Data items
....

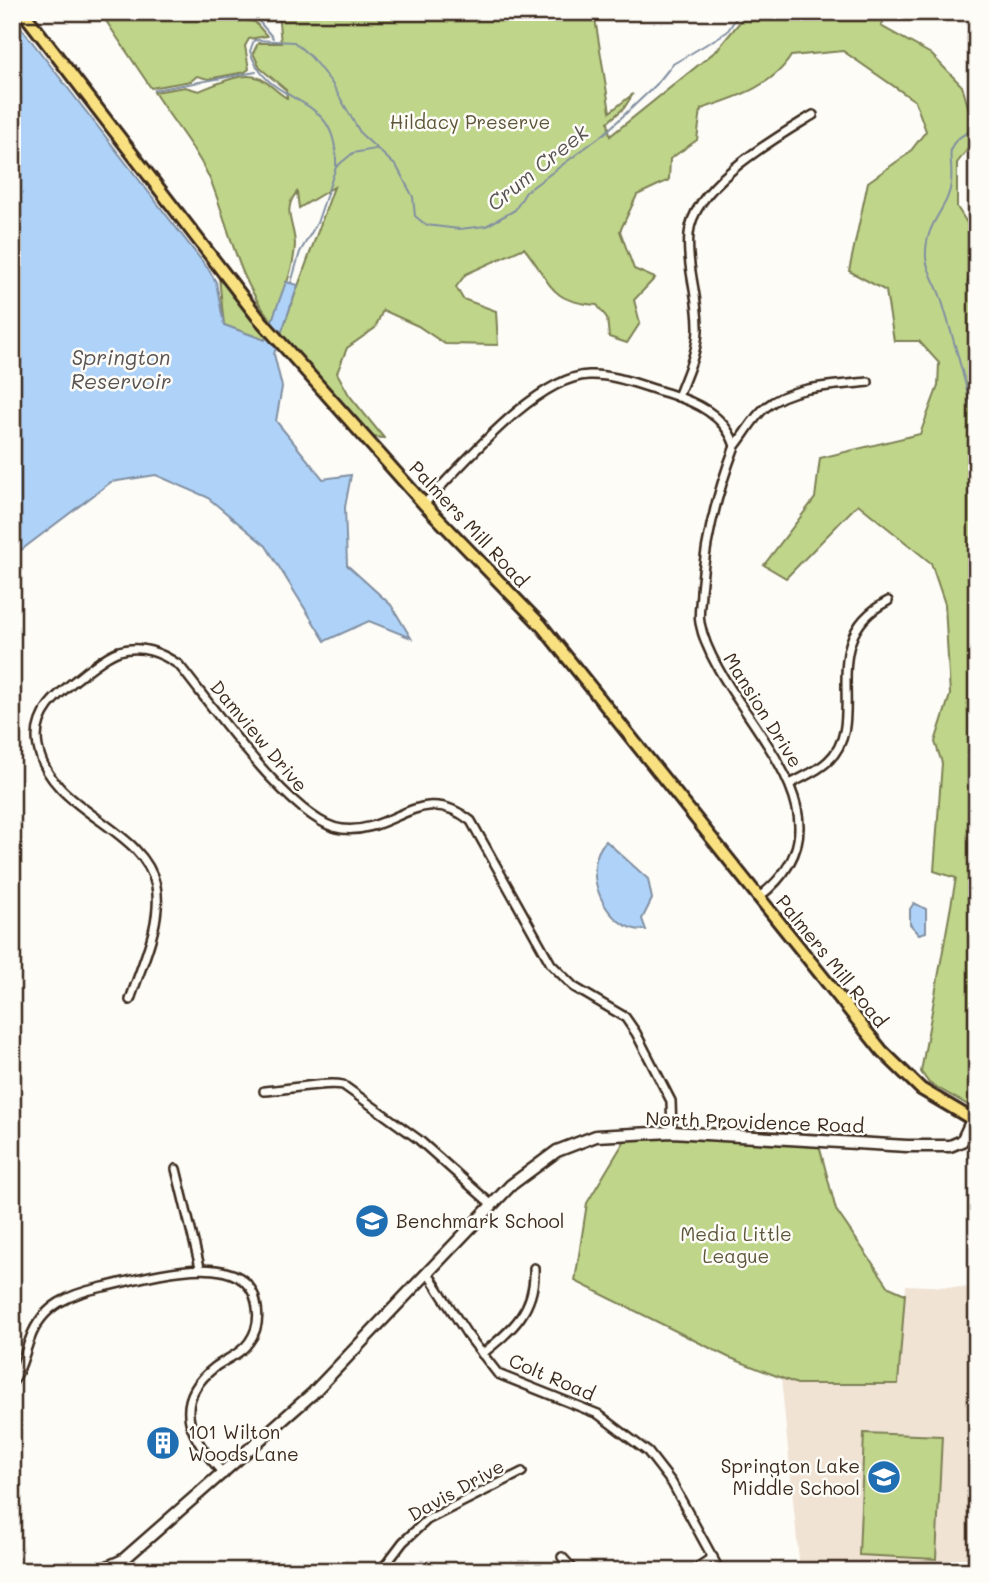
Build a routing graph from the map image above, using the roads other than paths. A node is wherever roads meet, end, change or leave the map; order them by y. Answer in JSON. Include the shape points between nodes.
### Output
{"nodes":[{"id":1,"x":27,"y":17,"type":"edge"},
{"id":2,"x":813,"y":115,"type":"dead end"},
{"id":3,"x":868,"y":382,"type":"dead end"},
{"id":4,"x":678,"y":397,"type":"junction"},
{"id":5,"x":735,"y":446,"type":"junction"},
{"id":6,"x":424,"y":504,"type":"junction"},
{"id":7,"x":888,"y":601,"type":"dead end"},
{"id":8,"x":790,"y":784,"type":"junction"},
{"id":9,"x":759,"y":897,"type":"junction"},
{"id":10,"x":130,"y":1000,"type":"dead end"},
{"id":11,"x":264,"y":1091,"type":"dead end"},
{"id":12,"x":974,"y":1121,"type":"edge"},
{"id":13,"x":673,"y":1132,"type":"junction"},
{"id":14,"x":176,"y":1168,"type":"dead end"},
{"id":15,"x":492,"y":1205,"type":"junction"},
{"id":16,"x":200,"y":1268,"type":"junction"},
{"id":17,"x":534,"y":1268,"type":"dead end"},
{"id":18,"x":427,"y":1272,"type":"junction"},
{"id":19,"x":482,"y":1354,"type":"junction"},
{"id":20,"x":12,"y":1383,"type":"edge"},
{"id":21,"x":523,"y":1472,"type":"dead end"},
{"id":22,"x":224,"y":1474,"type":"junction"},
{"id":23,"x":562,"y":1557,"type":"dead end"},
{"id":24,"x":713,"y":1557,"type":"junction"},
{"id":25,"x":123,"y":1560,"type":"junction"},
{"id":26,"x":383,"y":1567,"type":"edge"},
{"id":27,"x":98,"y":1571,"type":"edge"},
{"id":28,"x":128,"y":1571,"type":"edge"},
{"id":29,"x":402,"y":1571,"type":"edge"},
{"id":30,"x":575,"y":1571,"type":"edge"},
{"id":31,"x":692,"y":1571,"type":"edge"},
{"id":32,"x":720,"y":1571,"type":"edge"}],
"edges":[{"from":1,"to":6,"type":"main road","name":"Palmers Mill Road","via":[[257,316]]},
{"from":2,"to":4,"type":"street","via":[[737,166],[695,213],[689,247],[698,330],[695,353]]},
{"from":3,"to":5,"type":"street","name":"Mansion Drive","via":[[796,391],[778,398],[763,408]]},
{"from":4,"to":5,"type":"street","via":[[717,418],[731,433]]},
{"from":4,"to":6,"type":"street","via":[[590,374],[558,382],[533,397]]},
{"from":5,"to":8,"type":"street","name":"Mansion Drive","via":[[706,543],[699,620],[708,652],[724,682],[779,758]]},
{"from":6,"to":9,"type":"main road","name":"Palmers Mill Road","via":[[541,625]]},
{"from":7,"to":8,"type":"street","via":[[874,608],[848,647],[846,716],[830,760]]},
{"from":8,"to":9,"type":"street","name":"Mansion Drive","via":[[798,817],[796,847],[783,876]]},
{"from":9,"to":12,"type":"main road","name":"Palmers Mill Road","via":[[883,1051],[921,1089]]},
{"from":10,"to":13,"type":"street","name":"Damview Drive","via":[[158,904],[156,884],[146,863],[127,843],[51,780],[37,744],[41,715],[54,697],[111,655],[146,649],[179,666],[285,795],[313,818],[340,830],[373,828],[422,805],[440,804],[457,809],[471,821],[551,964],[574,987],[625,1017],[636,1033],[671,1101]]},
{"from":11,"to":15,"type":"street","via":[[329,1082],[343,1085],[418,1139]]},
{"from":12,"to":13,"type":"main road","name":"North Providence Road","via":[[962,1140],[946,1146]]},
{"from":13,"to":15,"type":"main road","name":"North Providence Road","via":[[578,1141],[537,1164]]},
{"from":14,"to":16,"type":"street"},
{"from":15,"to":18,"type":"main road","name":"North Providence Road"},
{"from":16,"to":20,"type":"street","via":[[66,1296],[37,1322]]},
{"from":16,"to":22,"type":"street","via":[[227,1271],[244,1281],[255,1297],[258,1313],[249,1343],[203,1377],[188,1410],[199,1449]]},
{"from":17,"to":19,"type":"street","via":[[529,1305],[520,1320]]},
{"from":18,"to":19,"type":"street","name":"Colt Road"},
{"from":18,"to":22,"type":"main road","name":"North Providence Road","via":[[312,1394]]},
{"from":19,"to":24,"type":"street","name":"Colt Road","via":[[498,1374],[598,1414],[648,1452],[672,1483]]},
{"from":21,"to":26,"type":"street","name":"Davis Drive","via":[[428,1520]]},
{"from":22,"to":25,"type":"main road","name":"North Providence Road"},
{"from":23,"to":30,"type":"street"},
{"from":24,"to":31,"type":"street"},
{"from":24,"to":32,"type":"street","name":"Colt Road"},
{"from":25,"to":27,"type":"main road","name":"North Providence Road"},
{"from":25,"to":28,"type":"street"},
{"from":26,"to":29,"type":"street"}]}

....

**WORK TO BE COMPLETED:** Every entry above needs to be copied exactly, and no pictures go with it.

**REPLY:**
Build a routing graph from the map image above, using the roads other than paths. A node is wherever roads meet, end, change or leave the map; order them by y. Answer in JSON. Include the shape points between nodes.
### Output
{"nodes":[{"id":1,"x":27,"y":17,"type":"edge"},
{"id":2,"x":813,"y":115,"type":"dead end"},
{"id":3,"x":868,"y":382,"type":"dead end"},
{"id":4,"x":678,"y":397,"type":"junction"},
{"id":5,"x":735,"y":446,"type":"junction"},
{"id":6,"x":424,"y":504,"type":"junction"},
{"id":7,"x":888,"y":601,"type":"dead end"},
{"id":8,"x":790,"y":784,"type":"junction"},
{"id":9,"x":759,"y":897,"type":"junction"},
{"id":10,"x":130,"y":1000,"type":"dead end"},
{"id":11,"x":264,"y":1091,"type":"dead end"},
{"id":12,"x":974,"y":1121,"type":"edge"},
{"id":13,"x":673,"y":1132,"type":"junction"},
{"id":14,"x":176,"y":1168,"type":"dead end"},
{"id":15,"x":492,"y":1205,"type":"junction"},
{"id":16,"x":200,"y":1268,"type":"junction"},
{"id":17,"x":534,"y":1268,"type":"dead end"},
{"id":18,"x":427,"y":1272,"type":"junction"},
{"id":19,"x":482,"y":1354,"type":"junction"},
{"id":20,"x":12,"y":1383,"type":"edge"},
{"id":21,"x":523,"y":1472,"type":"dead end"},
{"id":22,"x":224,"y":1474,"type":"junction"},
{"id":23,"x":562,"y":1557,"type":"dead end"},
{"id":24,"x":713,"y":1557,"type":"junction"},
{"id":25,"x":123,"y":1560,"type":"junction"},
{"id":26,"x":383,"y":1567,"type":"edge"},
{"id":27,"x":98,"y":1571,"type":"edge"},
{"id":28,"x":128,"y":1571,"type":"edge"},
{"id":29,"x":402,"y":1571,"type":"edge"},
{"id":30,"x":575,"y":1571,"type":"edge"},
{"id":31,"x":692,"y":1571,"type":"edge"},
{"id":32,"x":720,"y":1571,"type":"edge"}],
"edges":[{"from":1,"to":6,"type":"main road","name":"Palmers Mill Road","via":[[257,316]]},
{"from":2,"to":4,"type":"street","via":[[737,166],[695,213],[689,247],[698,330],[695,353]]},
{"from":3,"to":5,"type":"street","name":"Mansion Drive","via":[[796,391],[778,398],[763,408]]},
{"from":4,"to":5,"type":"street","via":[[717,418],[731,433]]},
{"from":4,"to":6,"type":"street","via":[[590,374],[558,382],[533,397]]},
{"from":5,"to":8,"type":"street","name":"Mansion Drive","via":[[706,543],[699,620],[708,652],[724,682],[779,758]]},
{"from":6,"to":9,"type":"main road","name":"Palmers Mill Road","via":[[541,625]]},
{"from":7,"to":8,"type":"street","via":[[874,608],[848,647],[846,716],[830,760]]},
{"from":8,"to":9,"type":"street","name":"Mansion Drive","via":[[798,817],[796,847],[783,876]]},
{"from":9,"to":12,"type":"main road","name":"Palmers Mill Road","via":[[883,1051],[921,1089]]},
{"from":10,"to":13,"type":"street","name":"Damview Drive","via":[[158,904],[156,884],[146,863],[127,843],[51,780],[37,744],[41,715],[54,697],[111,655],[146,649],[179,666],[285,795],[313,818],[340,830],[373,828],[422,805],[440,804],[457,809],[471,821],[551,964],[574,987],[625,1017],[636,1033],[671,1101]]},
{"from":11,"to":15,"type":"street","via":[[329,1082],[343,1085],[418,1139]]},
{"from":12,"to":13,"type":"main road","name":"North Providence Road","via":[[962,1140],[946,1146]]},
{"from":13,"to":15,"type":"main road","name":"North Providence Road","via":[[578,1141],[537,1164]]},
{"from":14,"to":16,"type":"street"},
{"from":15,"to":18,"type":"main road","name":"North Providence Road"},
{"from":16,"to":20,"type":"street","via":[[66,1296],[37,1322]]},
{"from":16,"to":22,"type":"street","via":[[227,1271],[244,1281],[255,1297],[258,1313],[249,1343],[203,1377],[188,1410],[199,1449]]},
{"from":17,"to":19,"type":"street","via":[[529,1305],[520,1320]]},
{"from":18,"to":19,"type":"street","name":"Colt Road"},
{"from":18,"to":22,"type":"main road","name":"North Providence Road","via":[[312,1394]]},
{"from":19,"to":24,"type":"street","name":"Colt Road","via":[[498,1374],[598,1414],[648,1452],[672,1483]]},
{"from":21,"to":26,"type":"street","name":"Davis Drive","via":[[428,1520]]},
{"from":22,"to":25,"type":"main road","name":"North Providence Road"},
{"from":23,"to":30,"type":"street"},
{"from":24,"to":31,"type":"street"},
{"from":24,"to":32,"type":"street","name":"Colt Road"},
{"from":25,"to":27,"type":"main road","name":"North Providence Road"},
{"from":25,"to":28,"type":"street"},
{"from":26,"to":29,"type":"street"}]}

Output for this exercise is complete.